Ballistics

When running experiments, I need to choose the initial properties of a ball in order to produce a desired end result. In this case, I know where the ball starts and I know where the ball ends. In a linear system, that would be enough. However, gravity makes the system quadratic. So we need an extra constraint. For my experiment, it was important that the ball height not exceed a certain limit. So I control the maximum height of the trajectory. Our givens are then $g$, $x_0$, $x_m$, and $x_f$. We want to calculate $t_f$ and $v$. We have the following general ballistic equation:
$$f(t)=\frac{1}{2}at^2+vt+x_0$$
What we need is the correct $v$. So we take our knowns and plug them through:
$$\begin{align}
x_m&=\frac{1}{2}at_m^2+vt_m+x_0\\
x_f&=\frac{1}{2}at_f^2+vt_f+x_0\\
0&=at_m+v
\end{align}$$
We can solve for $v=-at_m$ and plug that into the first equation to get $x_m=\frac{1}{2}at_m^2-at_m^2+x_0=-\frac{1}{2}at_m^2+x_0$; therefore, $t_m=\sqrt{\frac{-2(x_m-x_0)}{a}}$. In my case, a is negative (gravity) and so the function will be real-valued as long as $x_m>=x_0$. That's sensible since $x_m$ is the highest point in the trajectory.  Note that you can decide if $t_m$ if positive or negative.  If it's positive, the initial velocity will be going against the acceleration.  If it's negative, the initial velocity is with the direction of acceleration.

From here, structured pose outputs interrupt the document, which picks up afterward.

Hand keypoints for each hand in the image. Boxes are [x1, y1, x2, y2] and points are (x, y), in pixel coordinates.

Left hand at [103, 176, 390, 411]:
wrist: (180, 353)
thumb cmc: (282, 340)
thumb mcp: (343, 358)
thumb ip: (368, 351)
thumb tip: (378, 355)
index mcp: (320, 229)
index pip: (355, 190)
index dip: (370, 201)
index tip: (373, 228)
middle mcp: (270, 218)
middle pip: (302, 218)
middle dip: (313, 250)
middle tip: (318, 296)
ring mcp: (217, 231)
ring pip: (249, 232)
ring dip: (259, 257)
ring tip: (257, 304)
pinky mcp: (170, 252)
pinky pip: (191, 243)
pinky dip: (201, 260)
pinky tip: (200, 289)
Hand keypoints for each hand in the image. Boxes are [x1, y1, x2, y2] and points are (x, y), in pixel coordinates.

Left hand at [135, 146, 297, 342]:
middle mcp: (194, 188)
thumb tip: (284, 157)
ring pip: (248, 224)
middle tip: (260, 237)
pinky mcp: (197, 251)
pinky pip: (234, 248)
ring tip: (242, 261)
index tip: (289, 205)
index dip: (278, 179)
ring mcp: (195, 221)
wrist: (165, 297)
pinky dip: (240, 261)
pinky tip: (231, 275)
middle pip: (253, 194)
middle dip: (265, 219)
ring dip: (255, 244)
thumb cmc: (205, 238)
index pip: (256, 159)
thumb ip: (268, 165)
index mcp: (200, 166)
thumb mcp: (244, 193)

 Now we can find $t_f$ and $v$: $v=-at_m$, and $t_f = \frac{-v\pm\sqrt{v^2-2a(x_0-x_f)}}{a}$. Again, since $a$ is negative, using the subtraction branch selects the time farthest in the future and we should have a real-valued result as long as $x_f<=x_m$.
Given  $t_f$, which I assume has been calculated in terms of the dimension parallel to gravity, we can then calculate the velocities for the other dimensions.  This is done based on where you want the ball to be at time $t_f$: $v_{x0} = \frac{dx}{dt} = \frac{x_f - x_0}{t_f - t_0}$.  Note here, that this is assuming no acceleration in the dimension of interest.  Also note, if the trajectory involves bouncing off of a wall, you should "wrap" the bounce into the final endpoint so that you're accounting for total distance traveled in the dimension of interest.  This assumes no friction and elastic collisions.  If collisions are not perfectly elastic, you just need to boost the velocity according to the number of collisions expected before $t_f$.